--- Extracted data Enclosed Below ---
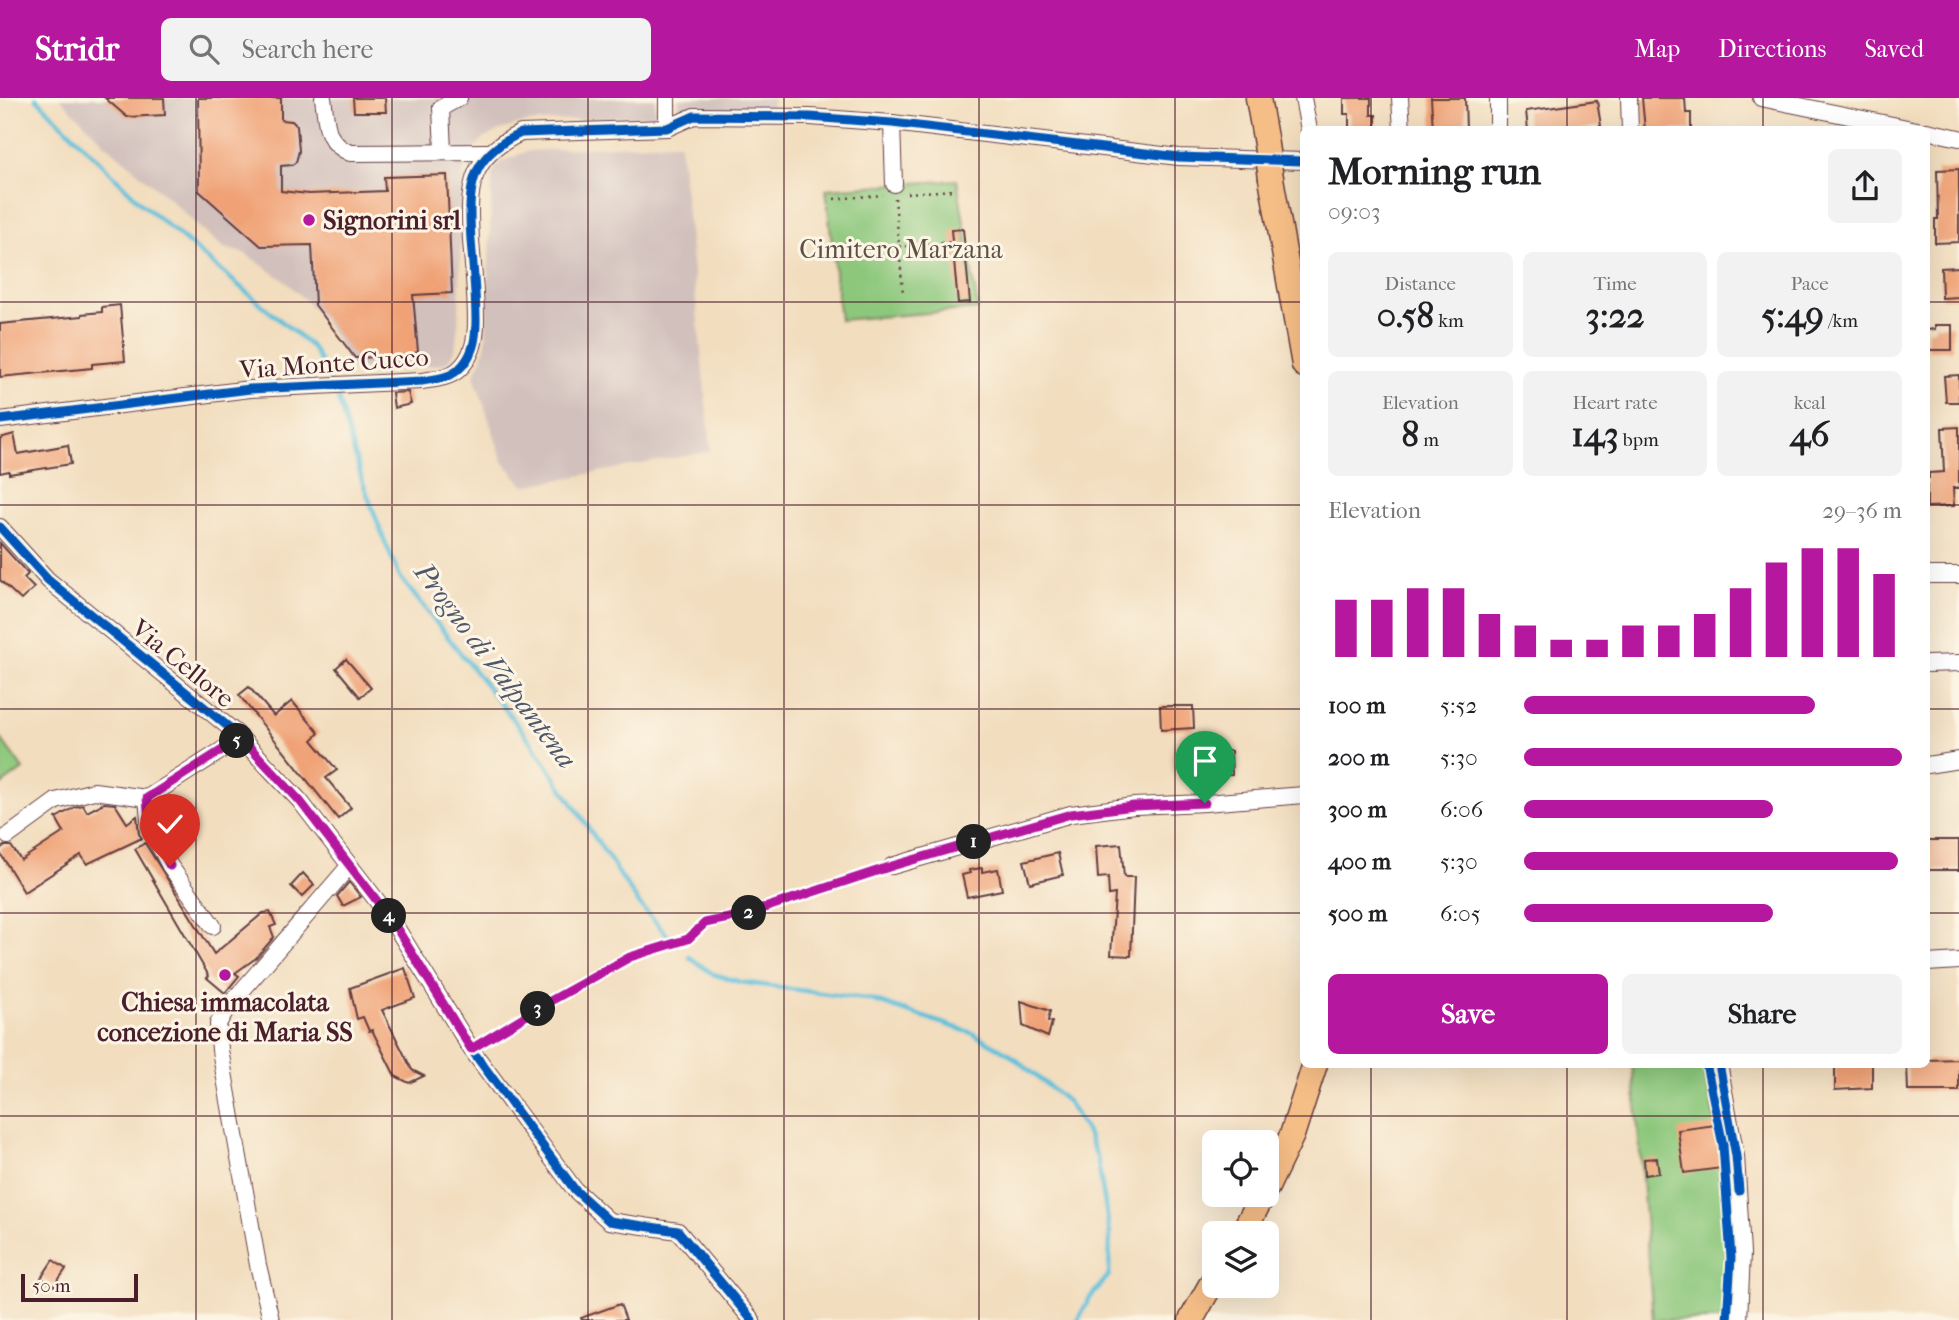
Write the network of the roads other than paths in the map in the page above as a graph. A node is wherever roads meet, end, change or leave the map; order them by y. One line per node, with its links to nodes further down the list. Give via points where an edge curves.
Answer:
1 (323, 98): 20 (street, via 336,147 350,153)
2 (459, 98): 20 (street, via 441,108)
3 (667, 98): 17 (street)
4 (1258, 98): 24 (highway, bridge)
5 (1303, 98): 12 (street)
6 (1400, 98): 13 (street)
7 (1498, 98): 14 (street)
8 (1629, 98): 15 (street)
9 (1761, 98): 10 (street)
10 (1847, 122): 16 (street)
11 (892, 123): 17 (street, via 694,116); 22 (street, via 1179,157); 23 (street)
12 (1308, 126)
13 (1402, 126)
14 (1498, 126)
15 (1630, 126)
16 (1882, 126)
17 (667, 128): 21 (street, via 530,132)
18 (1930, 132): 19 (street)
19 (1959, 138)
20 (443, 151): 21 (street)
21 (490, 152): 25 (street, Via Monte Cucco, via 470,191 476,335 470,354 449,375 422,381 250,389)
22 (1300, 161)
23 (894, 184)
24 (1300, 342)
25 (0, 420)
26 (0, 527): 31 (street, Via Cellore, via 48,580)
27 (1930, 575): 28 (street)
28 (1959, 575)
29 (1959, 663): 30 (street)
30 (1930, 664)
31 (241, 738): 35 (street); 37 (street, Via Cellore, via 300,801)
32 (1959, 760): 33 (street)
33 (1930, 765)
34 (1300, 795): 38 (street, via 1071,814)
35 (147, 798): 36 (street, via 94,791 56,801); 39 (street, via 150,829)
36 (8, 836)
37 (350, 865): 46 (street, via 218,1024); 47 (street, Via Cellore, via 391,919 471,1049 575,1190 609,1221 678,1231)
38 (892, 866)
39 (213, 926)
40 (1959, 961): 41 (street)
41 (1930, 963)
42 (1314, 1068): 44 (highway)
43 (1720, 1068): 49 (street, via 1737,1156 1742,1253)
44 (1279, 1162)
45 (1203, 1298): 48 (highway)
46 (271, 1320)
47 (752, 1320)
48 (1191, 1320)
49 (1739, 1320)

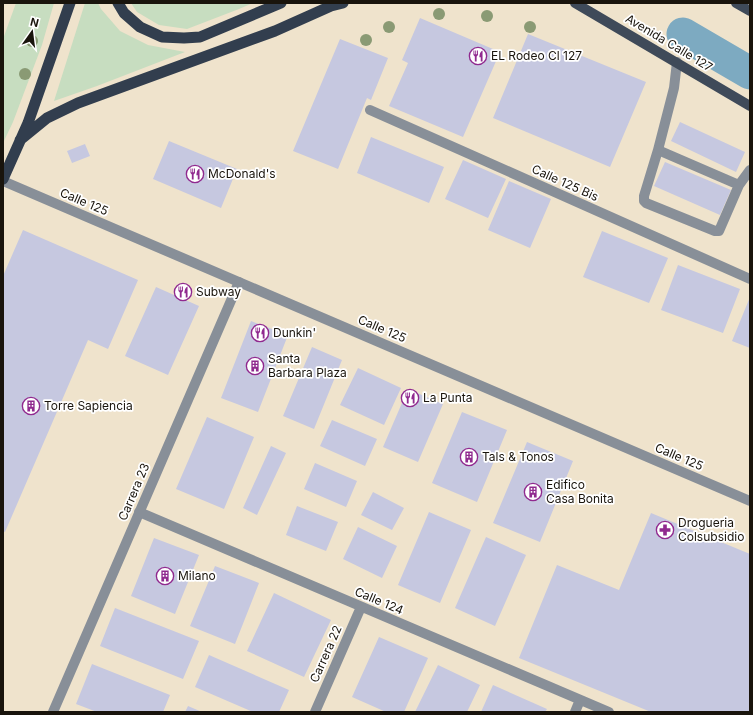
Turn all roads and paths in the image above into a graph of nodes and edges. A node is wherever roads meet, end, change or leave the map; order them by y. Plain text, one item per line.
--- End of Enclosed Extracted data ---
§ **What is needed**
In the copy, leave out the pictures and restate the records exactly.

§ **Output of the exercise**
Write the network of the roads other than paths in the map in the page above as a graph. A node is wherever roads meet, end, change or leave the map; order them by y. One line per node, with its links to nodes further down the list. Give via points where an edge curves.
Answer:
1 (323, 98): 20 (street, via 336,147 350,153)
2 (459, 98): 20 (street, via 441,108)
3 (667, 98): 17 (street)
4 (1258, 98): 24 (highway, bridge)
5 (1303, 98): 12 (street)
6 (1400, 98): 13 (street)
7 (1498, 98): 14 (street)
8 (1629, 98): 15 (street)
9 (1761, 98): 10 (street)
10 (1847, 122): 16 (street)
11 (892, 123): 17 (street, via 694,116); 22 (street, via 1179,157); 23 (street)
12 (1308, 126)
13 (1402, 126)
14 (1498, 126)
15 (1630, 126)
16 (1882, 126)
17 (667, 128): 21 (street, via 530,132)
18 (1930, 132): 19 (street)
19 (1959, 138)
20 (443, 151): 21 (street)
21 (490, 152): 25 (street, Via Monte Cucco, via 470,191 476,335 470,354 449,375 422,381 250,389)
22 (1300, 161)
23 (894, 184)
24 (1300, 342)
25 (0, 420)
26 (0, 527): 31 (street, Via Cellore, via 48,580)
27 (1930, 575): 28 (street)
28 (1959, 575)
29 (1959, 663): 30 (street)
30 (1930, 664)
31 (241, 738): 35 (street); 37 (street, Via Cellore, via 300,801)
32 (1959, 760): 33 (street)
33 (1930, 765)
34 (1300, 795): 38 (street, via 1071,814)
35 (147, 798): 36 (street, via 94,791 56,801); 39 (street, via 150,829)
36 (8, 836)
37 (350, 865): 46 (street, via 218,1024); 47 (street, Via Cellore, via 391,919 471,1049 575,1190 609,1221 678,1231)
38 (892, 866)
39 (213, 926)
40 (1959, 961): 41 (street)
41 (1930, 963)
42 (1314, 1068): 44 (highway)
43 (1720, 1068): 49 (street, via 1737,1156 1742,1253)
44 (1279, 1162)
45 (1203, 1298): 48 (highway)
46 (271, 1320)
47 (752, 1320)
48 (1191, 1320)
49 (1739, 1320)

Turn all roads and paths in the image above into a graph of nodes and edges. A node is wherever roads meet, end, change or leave the map; order them by y. Plain text, one item per line.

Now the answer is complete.